[Required work]:
Omit each picture as you copy the entries exactly.

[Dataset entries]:

--*--

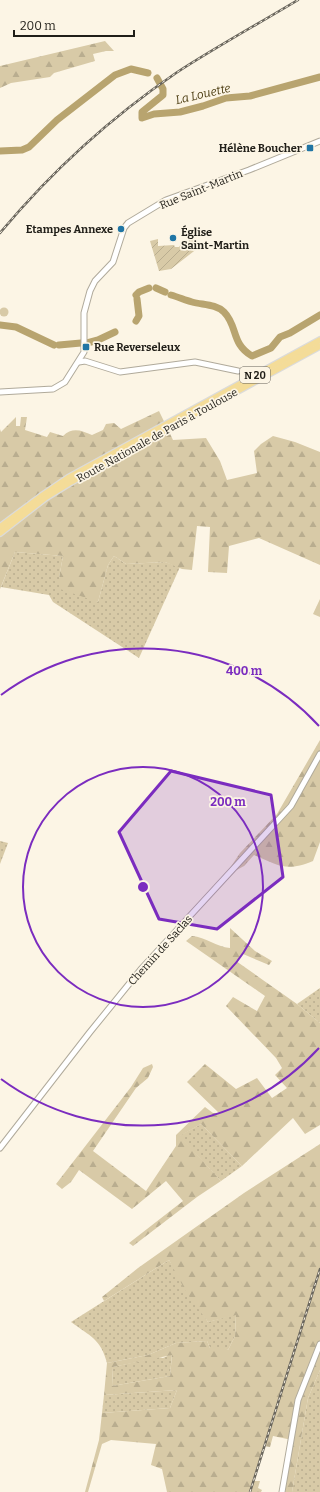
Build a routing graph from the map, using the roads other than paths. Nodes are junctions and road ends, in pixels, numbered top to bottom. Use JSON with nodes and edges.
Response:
{"nodes":[{"id":1,"x":320,"y":141,"type":"edge"},
{"id":2,"x":320,"y":340,"type":"edge"},
{"id":3,"x":320,"y":346,"type":"edge"},
{"id":4,"x":79,"y":362,"type":"junction"},
{"id":5,"x":238,"y":371,"type":"dead end"},
{"id":6,"x":0,"y":392,"type":"edge"},
{"id":7,"x":0,"y":527,"type":"edge"},
{"id":8,"x":0,"y":533,"type":"edge"},
{"id":9,"x":320,"y":754,"type":"edge"},
{"id":10,"x":0,"y":1148,"type":"edge"},
{"id":11,"x":320,"y":1344,"type":"edge"},
{"id":12,"x":282,"y":1492,"type":"edge"}],
"edges":[{"from":1,"to":4,"type":"street","name":"Rue Saint-Martin"},
{"from":2,"to":7,"type":"main road","name":"Route Nationale de Paris à Toulouse","number":"N 20"},
{"from":3,"to":8,"type":"main road","name":"Route Nationale de Paris à Toulouse","number":"N 20"},
{"from":4,"to":5,"type":"street"},
{"from":4,"to":6,"type":"street","name":"Rue Saint-Martin"},
{"from":9,"to":10,"type":"street","name":"Chemin de Saclas"},
{"from":11,"to":12,"type":"street"}]}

--*--

[Answer for the task]:
Build a routing graph from the map, using the roads other than paths. Nodes are junctions and road ends, in pixels, numbered top to bottom. Use JSON with nodes and edges.
Response:
{"nodes":[{"id":1,"x":320,"y":141,"type":"edge"},
{"id":2,"x":320,"y":340,"type":"edge"},
{"id":3,"x":320,"y":346,"type":"edge"},
{"id":4,"x":79,"y":362,"type":"junction"},
{"id":5,"x":238,"y":371,"type":"dead end"},
{"id":6,"x":0,"y":392,"type":"edge"},
{"id":7,"x":0,"y":527,"type":"edge"},
{"id":8,"x":0,"y":533,"type":"edge"},
{"id":9,"x":320,"y":754,"type":"edge"},
{"id":10,"x":0,"y":1148,"type":"edge"},
{"id":11,"x":320,"y":1344,"type":"edge"},
{"id":12,"x":282,"y":1492,"type":"edge"}],
"edges":[{"from":1,"to":4,"type":"street","name":"Rue Saint-Martin"},
{"from":2,"to":7,"type":"main road","name":"Route Nationale de Paris à Toulouse","number":"N 20"},
{"from":3,"to":8,"type":"main road","name":"Route Nationale de Paris à Toulouse","number":"N 20"},
{"from":4,"to":5,"type":"street"},
{"from":4,"to":6,"type":"street","name":"Rue Saint-Martin"},
{"from":9,"to":10,"type":"street","name":"Chemin de Saclas"},
{"from":11,"to":12,"type":"street"}]}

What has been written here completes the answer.